- Eviction data, available from NYC Open Data here. The dataset lists pending, scheduled, and closed evictions from 2017 to the present. For this analysis, I only looked at 2017 evictions. To filter the data, I converted the date (Case Open Date) to a date time object with pandas and extracted the year. Then, I aggregated evictions at the zip code level to get number of evictions per zip code. Data includes both commercial and residential evictions; commercial evictions make up less than 10% of the data.
- Litigation data, available from NYC Open Data here. The dataset lists properties that HPD’s Housing Litigation Division has initiated action against to enforce compliance with the housing code. It also includes actions tenants have taken against the property owners. The dataset contains lawsuits beginning in 2000 but does not appear to have complete data for all years.
- Median household income in the last twelve months at the zip code level from the 2017 5-year American Community Survey data. Using the API and my Census API key, I downloaded all zip codes for New York state and then filtered by NYC zip codes (>= 10000 & <= 11500).
- Number of people who identified as white per zip code from the 2017 5-year American Community Survey data. I performed the same wrangling for these data as with median income. I retrieved the data through the Census API. I created a ‘non-white fraction’ by subtracting 1 from the total percentage of white to get a pseudo metric on diversity per zip code.

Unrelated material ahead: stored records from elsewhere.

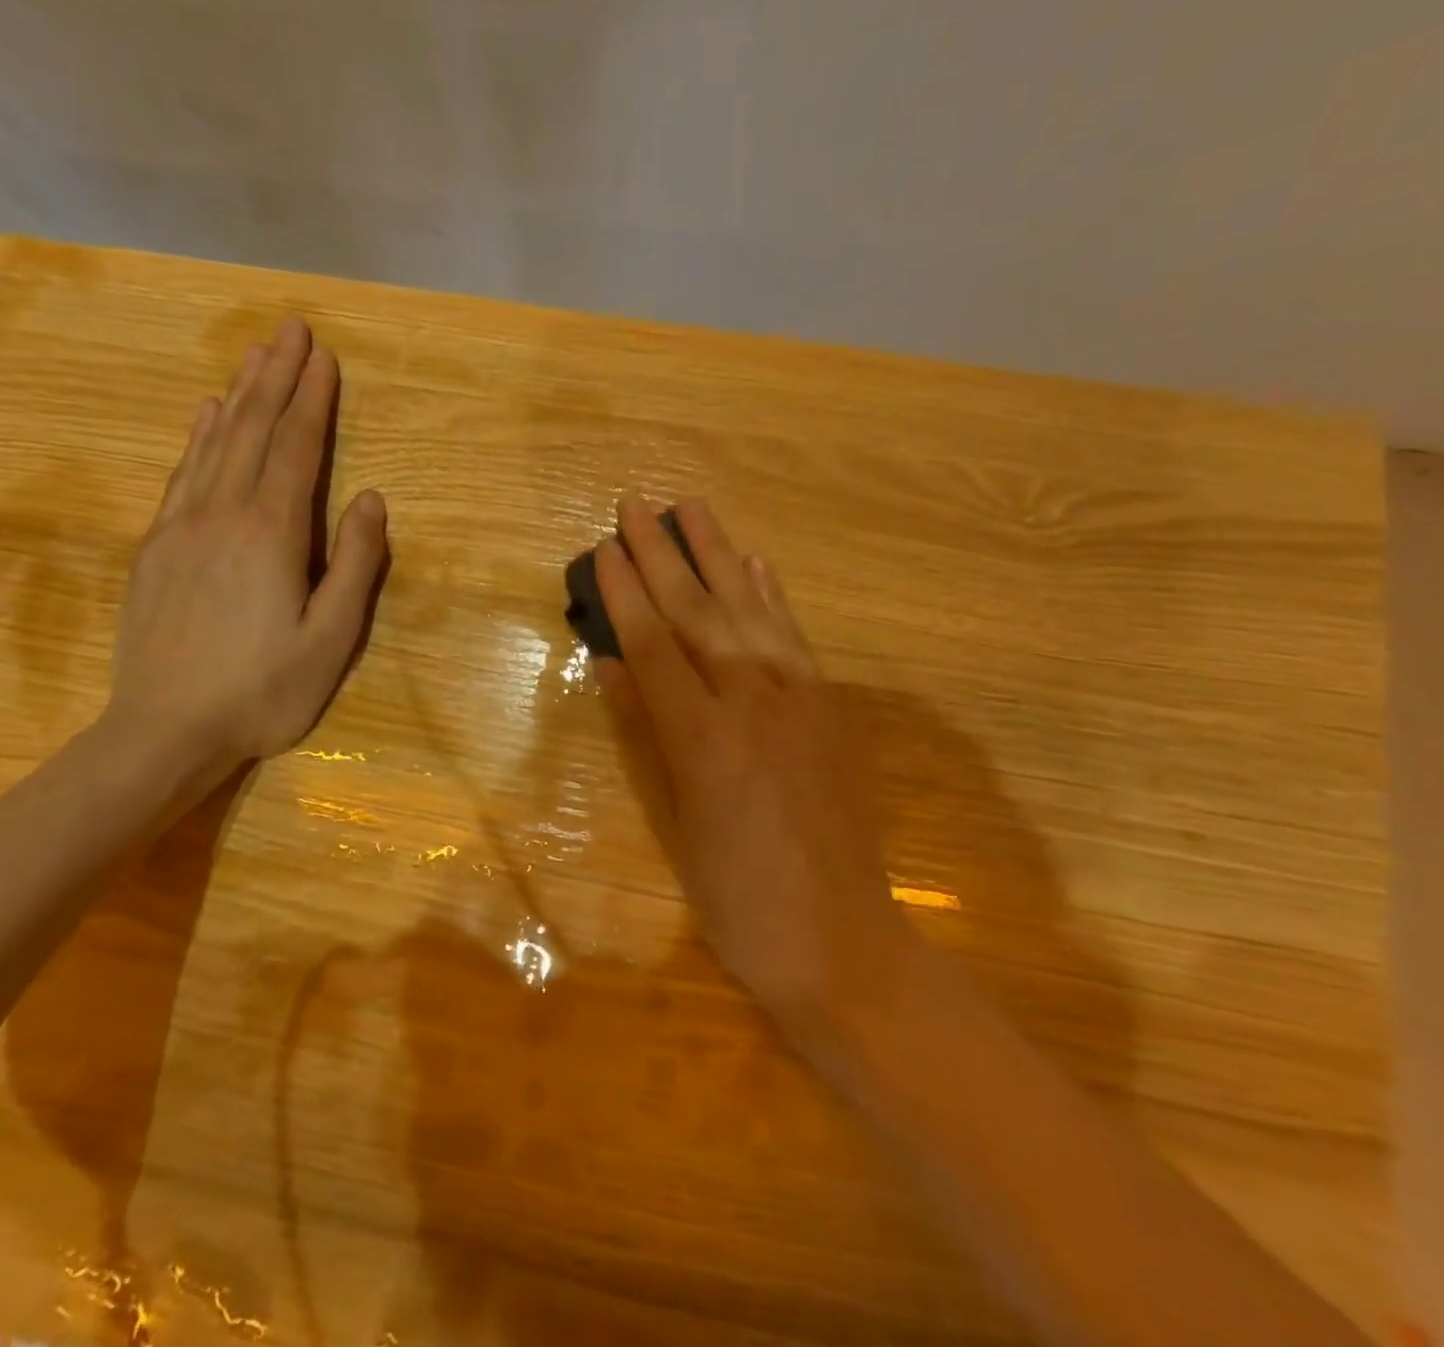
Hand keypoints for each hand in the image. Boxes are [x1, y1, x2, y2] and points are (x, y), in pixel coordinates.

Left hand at [106, 315, 386, 774]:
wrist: (162, 732)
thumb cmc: (262, 692)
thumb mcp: (331, 639)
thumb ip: (355, 566)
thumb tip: (369, 500)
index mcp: (271, 534)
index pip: (296, 448)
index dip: (312, 399)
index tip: (324, 354)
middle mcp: (222, 514)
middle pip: (252, 430)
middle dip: (276, 377)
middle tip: (291, 328)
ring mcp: (180, 527)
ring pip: (214, 443)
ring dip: (238, 394)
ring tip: (256, 354)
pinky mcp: (155, 548)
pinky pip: (182, 474)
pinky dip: (199, 436)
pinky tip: (206, 415)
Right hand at [595, 496, 911, 1040]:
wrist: (839, 938)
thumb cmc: (736, 898)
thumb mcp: (675, 823)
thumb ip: (645, 735)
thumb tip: (612, 667)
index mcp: (703, 741)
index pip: (652, 646)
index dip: (625, 594)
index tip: (604, 547)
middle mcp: (753, 704)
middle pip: (698, 613)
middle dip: (663, 554)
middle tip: (637, 504)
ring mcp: (800, 700)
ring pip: (750, 610)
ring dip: (718, 554)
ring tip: (693, 508)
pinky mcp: (831, 707)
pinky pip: (795, 637)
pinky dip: (771, 595)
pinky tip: (755, 563)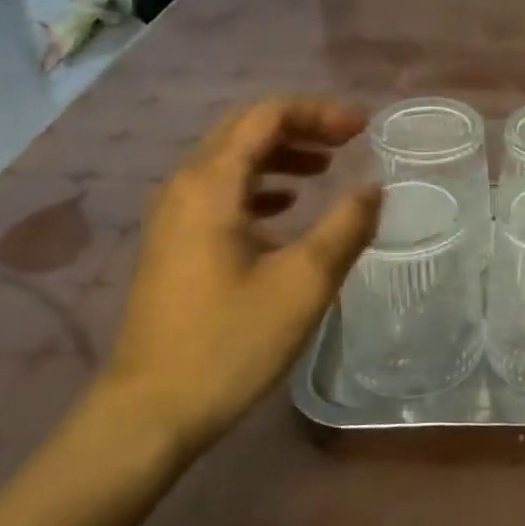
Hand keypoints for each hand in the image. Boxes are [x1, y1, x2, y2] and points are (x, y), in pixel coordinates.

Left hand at [102, 98, 380, 456]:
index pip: (266, 116)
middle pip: (245, 130)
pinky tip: (289, 207)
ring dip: (282, 154)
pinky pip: (222, 191)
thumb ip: (346, 226)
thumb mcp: (304, 282)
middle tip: (349, 140)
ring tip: (326, 167)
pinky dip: (261, 184)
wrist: (150, 412)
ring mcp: (174, 216)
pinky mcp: (175, 244)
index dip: (319, 112)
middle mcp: (185, 187)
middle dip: (301, 126)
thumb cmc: (229, 342)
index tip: (363, 129)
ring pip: (232, 160)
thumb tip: (374, 188)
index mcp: (211, 185)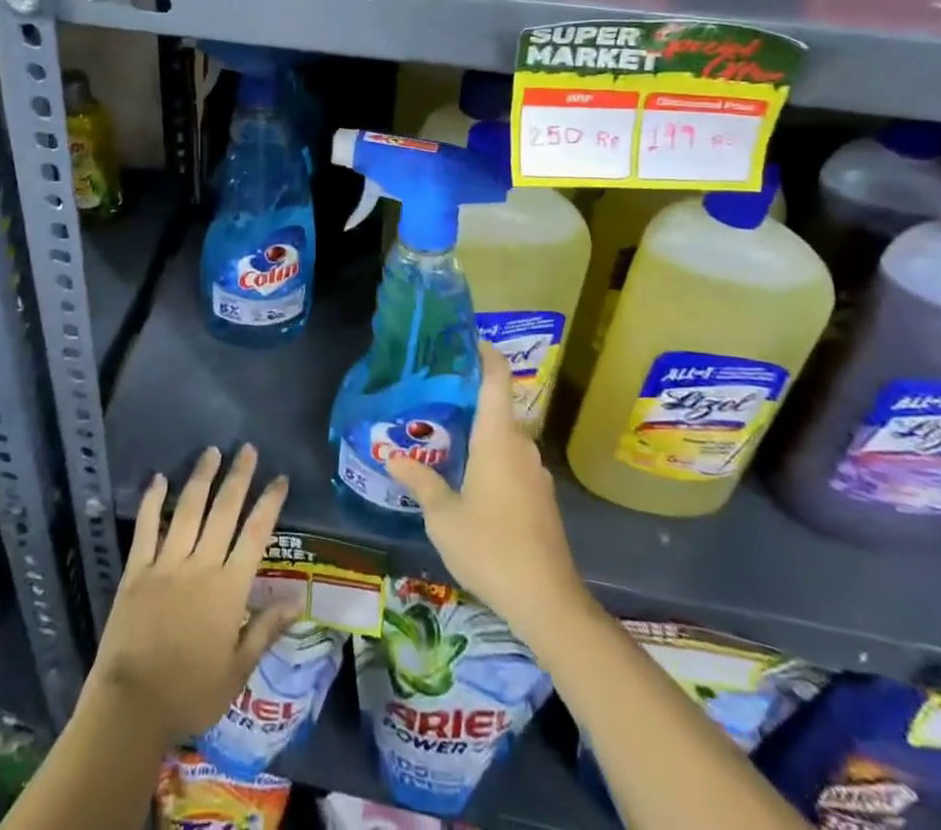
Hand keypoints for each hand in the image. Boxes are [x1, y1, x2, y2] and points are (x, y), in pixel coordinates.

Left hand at [89, 444, 302, 745]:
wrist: (132, 707)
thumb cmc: (191, 693)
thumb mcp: (237, 671)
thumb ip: (266, 630)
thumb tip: (297, 599)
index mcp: (229, 589)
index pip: (256, 535)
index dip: (269, 504)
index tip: (279, 478)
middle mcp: (201, 565)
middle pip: (224, 512)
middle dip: (238, 478)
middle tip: (248, 449)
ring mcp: (167, 564)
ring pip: (188, 510)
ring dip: (202, 478)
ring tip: (212, 451)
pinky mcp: (137, 570)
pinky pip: (146, 528)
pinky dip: (152, 501)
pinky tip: (159, 479)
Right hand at [385, 344, 590, 633]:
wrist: (547, 601)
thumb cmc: (490, 547)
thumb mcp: (443, 517)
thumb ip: (420, 481)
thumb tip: (392, 456)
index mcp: (498, 438)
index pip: (496, 378)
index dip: (485, 353)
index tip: (467, 339)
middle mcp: (521, 446)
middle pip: (497, 407)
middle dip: (469, 398)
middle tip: (433, 396)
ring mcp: (536, 473)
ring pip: (504, 438)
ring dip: (479, 432)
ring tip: (444, 437)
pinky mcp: (542, 498)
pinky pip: (513, 462)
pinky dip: (491, 458)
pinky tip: (469, 479)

- Primary Land Use Tax Output (PLUTO) data, available from NYC Open Data here. I downloaded and then concatenating data for all five boroughs, dropping all columns except for zip code and total units. Then, I summed the number of units over all zip codes to get total units per zip code. The metric includes residential and commercial units.

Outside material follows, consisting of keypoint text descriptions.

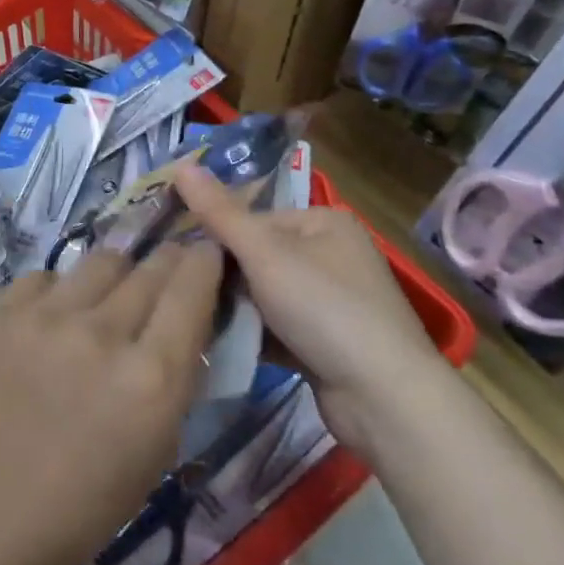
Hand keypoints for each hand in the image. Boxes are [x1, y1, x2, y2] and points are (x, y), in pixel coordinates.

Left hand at [0, 241, 222, 564]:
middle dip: (166, 264)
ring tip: (106, 302)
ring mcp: (42, 317)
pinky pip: (44, 277)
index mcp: (150, 377)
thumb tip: (186, 316)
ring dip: (114, 277)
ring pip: (99, 261)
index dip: (204, 263)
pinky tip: (51, 324)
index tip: (206, 253)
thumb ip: (178, 373)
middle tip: (166, 271)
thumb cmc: (91, 499)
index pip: (190, 288)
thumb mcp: (160, 443)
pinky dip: (57, 293)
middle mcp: (99, 333)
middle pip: (147, 267)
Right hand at [173, 164, 446, 451]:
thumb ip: (218, 212)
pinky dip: (254, 333)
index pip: (252, 219)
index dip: (215, 237)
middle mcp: (332, 254)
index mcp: (323, 221)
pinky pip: (278, 327)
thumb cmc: (324, 309)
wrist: (384, 399)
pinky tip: (221, 343)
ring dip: (236, 308)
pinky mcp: (328, 342)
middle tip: (185, 291)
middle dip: (224, 277)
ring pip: (265, 295)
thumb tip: (180, 165)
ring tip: (196, 318)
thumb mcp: (263, 253)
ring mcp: (333, 301)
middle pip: (257, 257)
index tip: (180, 260)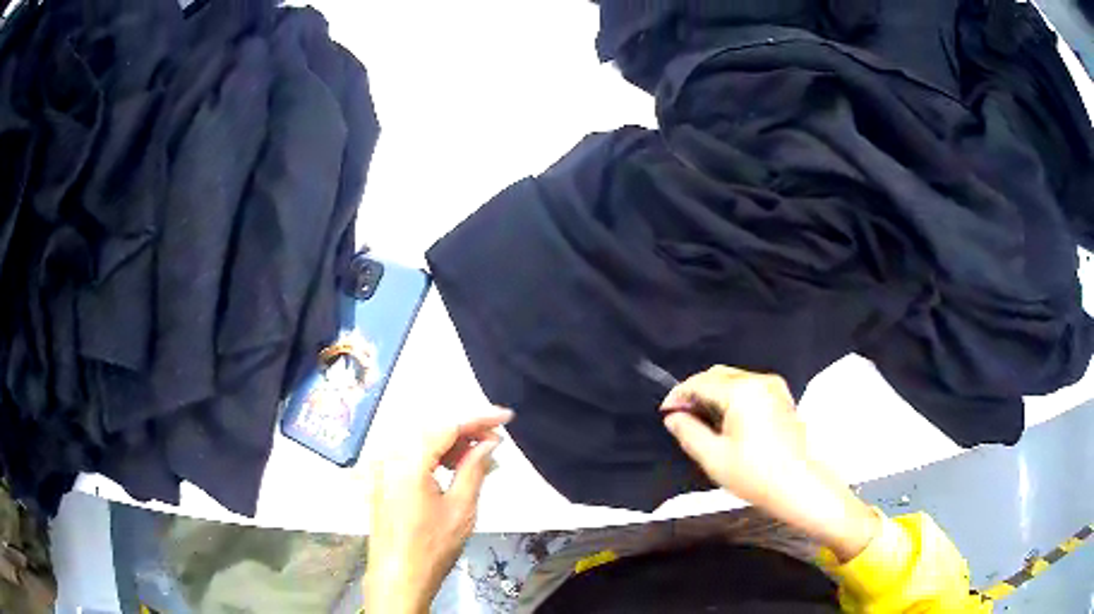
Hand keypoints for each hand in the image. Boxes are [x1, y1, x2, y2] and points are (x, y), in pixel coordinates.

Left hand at [365, 407, 512, 612]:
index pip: (447, 427)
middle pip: (432, 430)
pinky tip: (453, 470)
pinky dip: (434, 458)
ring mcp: (382, 469)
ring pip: (420, 443)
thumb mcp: (461, 508)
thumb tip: (489, 443)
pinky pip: (410, 457)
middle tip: (495, 442)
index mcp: (408, 461)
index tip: (506, 418)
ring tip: (480, 459)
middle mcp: (390, 457)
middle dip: (465, 432)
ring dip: (450, 446)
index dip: (479, 419)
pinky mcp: (382, 481)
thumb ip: (474, 469)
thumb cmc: (432, 546)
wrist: (398, 577)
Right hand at [662, 366, 878, 562]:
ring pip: (734, 379)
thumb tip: (673, 417)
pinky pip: (749, 388)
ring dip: (714, 393)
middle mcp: (759, 380)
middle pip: (718, 375)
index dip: (678, 394)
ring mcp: (774, 387)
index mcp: (741, 391)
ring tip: (701, 420)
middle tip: (681, 416)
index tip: (665, 413)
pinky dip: (732, 397)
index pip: (701, 382)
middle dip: (696, 391)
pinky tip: (726, 420)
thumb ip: (689, 432)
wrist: (800, 485)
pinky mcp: (783, 397)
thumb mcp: (714, 458)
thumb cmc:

- NYC zip code shape file, available here. Wrangling was minimal here, but it was necessary to convert zip codes to integers to merge with the other data.
Creation of Variables
I created four variables for my analysis:
- Eviction percentage: total evictions per zip code divided by total units per zip code, multiplied by 100.
- Litigations percentage: total litigations per zip code divided by total units per zip code, multiplied by 100.

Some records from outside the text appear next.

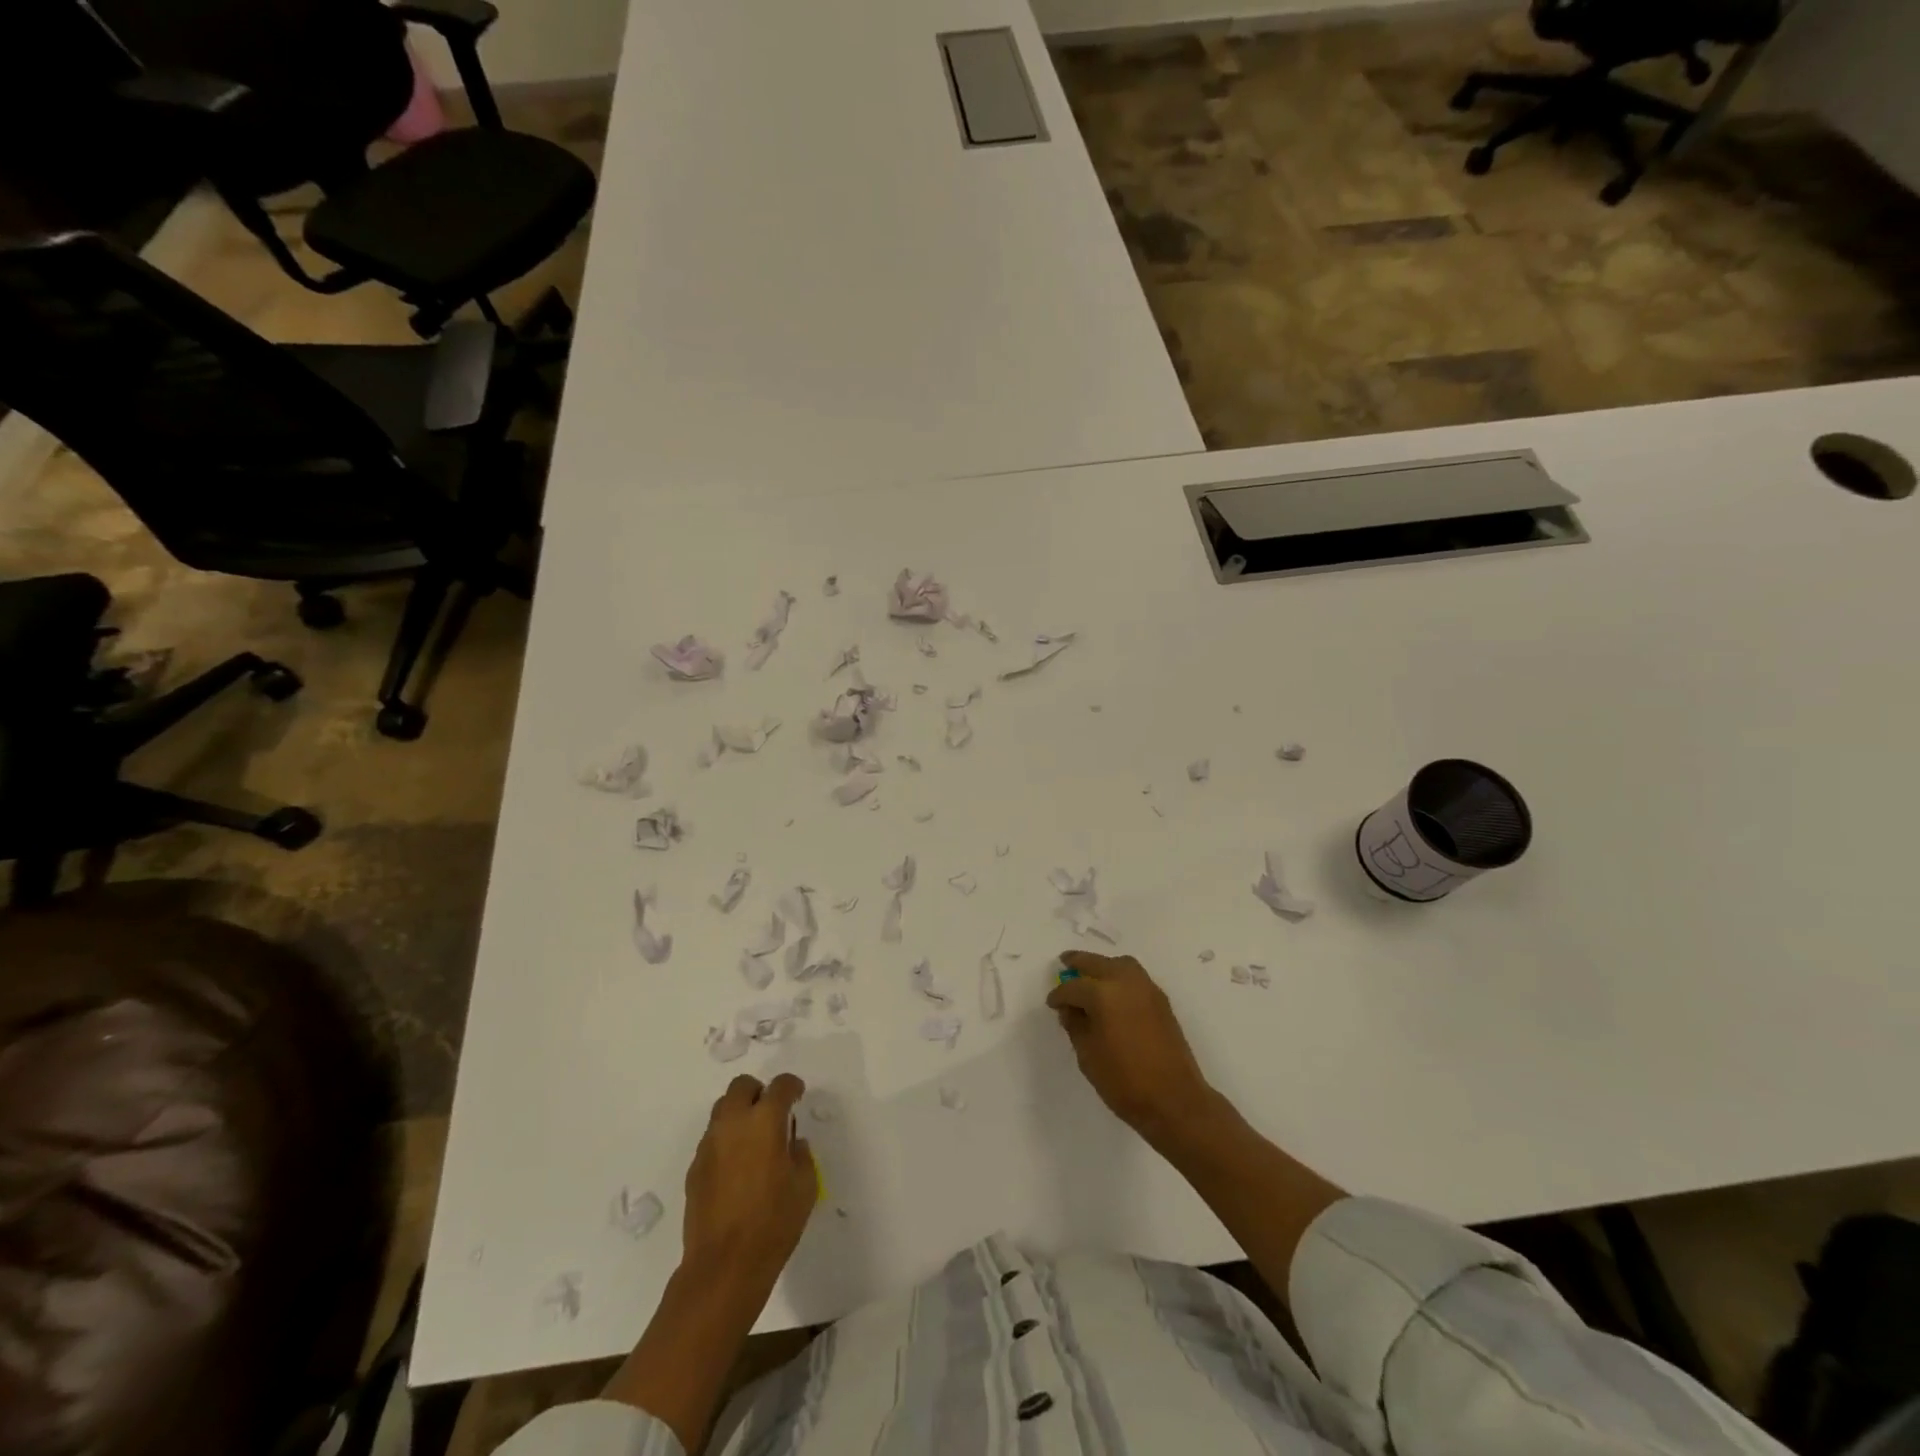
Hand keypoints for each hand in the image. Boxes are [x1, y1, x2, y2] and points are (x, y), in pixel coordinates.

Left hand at [682, 1073, 815, 1288]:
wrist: (724, 1266)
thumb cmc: (773, 1223)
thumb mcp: (805, 1186)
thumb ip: (800, 1154)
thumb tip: (792, 1143)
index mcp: (765, 1121)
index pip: (780, 1085)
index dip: (792, 1087)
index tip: (797, 1097)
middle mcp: (734, 1123)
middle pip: (742, 1086)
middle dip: (758, 1092)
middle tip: (771, 1114)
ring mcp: (709, 1144)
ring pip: (722, 1109)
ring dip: (739, 1114)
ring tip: (752, 1140)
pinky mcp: (694, 1167)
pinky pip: (712, 1138)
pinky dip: (726, 1141)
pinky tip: (736, 1168)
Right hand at [1046, 952, 1219, 1144]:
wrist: (1175, 1100)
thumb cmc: (1124, 1081)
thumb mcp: (1088, 1056)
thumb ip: (1076, 1026)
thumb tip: (1070, 1010)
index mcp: (1103, 995)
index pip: (1074, 987)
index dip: (1059, 995)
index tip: (1052, 1003)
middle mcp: (1126, 983)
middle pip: (1097, 963)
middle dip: (1079, 962)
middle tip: (1064, 963)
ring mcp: (1147, 989)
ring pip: (1121, 964)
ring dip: (1103, 966)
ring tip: (1090, 977)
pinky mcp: (1161, 1001)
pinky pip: (1135, 977)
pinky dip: (1120, 977)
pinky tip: (1113, 994)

- Income per person: income divided by total population per zip code.
- Non-white fraction: the total number of white households divided by total households, subtracted from one.
Missing Values
After first merging the eviction data with the zip code shape file, I merged the PLUTO data, income, litigations, and finally the race data. In the end, I was left with 183 zip codes out of 263 NYC zip codes. Some zip codes contained 0 values for income or units, or very low numbers. I dropped any zip codes with income less than $500, and units less than 100. Most significantly, areas like the Rockaways are missing from my datasets, and that section of New York does not appear on my maps.